## SUPPLIED MATERIAL
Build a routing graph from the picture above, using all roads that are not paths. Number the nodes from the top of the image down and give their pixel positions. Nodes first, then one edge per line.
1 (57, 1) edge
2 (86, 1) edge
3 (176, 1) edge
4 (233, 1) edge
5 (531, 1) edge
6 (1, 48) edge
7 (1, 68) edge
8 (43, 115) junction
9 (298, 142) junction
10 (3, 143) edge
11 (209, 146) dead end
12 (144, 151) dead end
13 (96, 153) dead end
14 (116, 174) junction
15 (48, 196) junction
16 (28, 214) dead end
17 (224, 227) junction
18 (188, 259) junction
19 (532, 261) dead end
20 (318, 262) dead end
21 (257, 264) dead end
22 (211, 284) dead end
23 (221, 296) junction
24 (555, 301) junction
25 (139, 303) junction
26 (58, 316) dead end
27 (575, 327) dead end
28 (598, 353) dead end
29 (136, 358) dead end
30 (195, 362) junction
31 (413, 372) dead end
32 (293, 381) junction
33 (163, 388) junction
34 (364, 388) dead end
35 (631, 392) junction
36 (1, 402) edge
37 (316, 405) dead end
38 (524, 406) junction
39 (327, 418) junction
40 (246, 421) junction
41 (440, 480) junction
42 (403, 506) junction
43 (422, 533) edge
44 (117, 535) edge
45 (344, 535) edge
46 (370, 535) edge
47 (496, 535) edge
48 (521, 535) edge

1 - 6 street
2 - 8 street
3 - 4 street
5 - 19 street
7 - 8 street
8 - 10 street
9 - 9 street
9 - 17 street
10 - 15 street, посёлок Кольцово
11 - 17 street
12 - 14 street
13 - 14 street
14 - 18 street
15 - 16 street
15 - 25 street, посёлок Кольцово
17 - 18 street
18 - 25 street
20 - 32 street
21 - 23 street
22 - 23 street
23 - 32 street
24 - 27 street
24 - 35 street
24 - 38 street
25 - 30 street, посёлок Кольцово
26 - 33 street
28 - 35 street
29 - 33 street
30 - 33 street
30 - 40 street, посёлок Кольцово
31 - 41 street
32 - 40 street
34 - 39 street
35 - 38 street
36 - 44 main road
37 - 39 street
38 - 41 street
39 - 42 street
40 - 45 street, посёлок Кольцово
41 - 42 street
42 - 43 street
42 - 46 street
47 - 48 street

## PROBLEM DETAILS
Write down all of the records again, word for word.

## FINISHED TASK
Build a routing graph from the picture above, using all roads that are not paths. Number the nodes from the top of the image down and give their pixel positions. Nodes first, then one edge per line.
1 (57, 1) edge
2 (86, 1) edge
3 (176, 1) edge
4 (233, 1) edge
5 (531, 1) edge
6 (1, 48) edge
7 (1, 68) edge
8 (43, 115) junction
9 (298, 142) junction
10 (3, 143) edge
11 (209, 146) dead end
12 (144, 151) dead end
13 (96, 153) dead end
14 (116, 174) junction
15 (48, 196) junction
16 (28, 214) dead end
17 (224, 227) junction
18 (188, 259) junction
19 (532, 261) dead end
20 (318, 262) dead end
21 (257, 264) dead end
22 (211, 284) dead end
23 (221, 296) junction
24 (555, 301) junction
25 (139, 303) junction
26 (58, 316) dead end
27 (575, 327) dead end
28 (598, 353) dead end
29 (136, 358) dead end
30 (195, 362) junction
31 (413, 372) dead end
32 (293, 381) junction
33 (163, 388) junction
34 (364, 388) dead end
35 (631, 392) junction
36 (1, 402) edge
37 (316, 405) dead end
38 (524, 406) junction
39 (327, 418) junction
40 (246, 421) junction
41 (440, 480) junction
42 (403, 506) junction
43 (422, 533) edge
44 (117, 535) edge
45 (344, 535) edge
46 (370, 535) edge
47 (496, 535) edge
48 (521, 535) edge

1 - 6 street
2 - 8 street
3 - 4 street
5 - 19 street
7 - 8 street
8 - 10 street
9 - 9 street
9 - 17 street
10 - 15 street, посёлок Кольцово
11 - 17 street
12 - 14 street
13 - 14 street
14 - 18 street
15 - 16 street
15 - 25 street, посёлок Кольцово
17 - 18 street
18 - 25 street
20 - 32 street
21 - 23 street
22 - 23 street
23 - 32 street
24 - 27 street
24 - 35 street
24 - 38 street
25 - 30 street, посёлок Кольцово
26 - 33 street
28 - 35 street
29 - 33 street
30 - 33 street
30 - 40 street, посёлок Кольцово
31 - 41 street
32 - 40 street
34 - 39 street
35 - 38 street
36 - 44 main road
37 - 39 street
38 - 41 street
39 - 42 street
40 - 45 street, посёлок Кольцово
41 - 42 street
42 - 43 street
42 - 46 street
47 - 48 street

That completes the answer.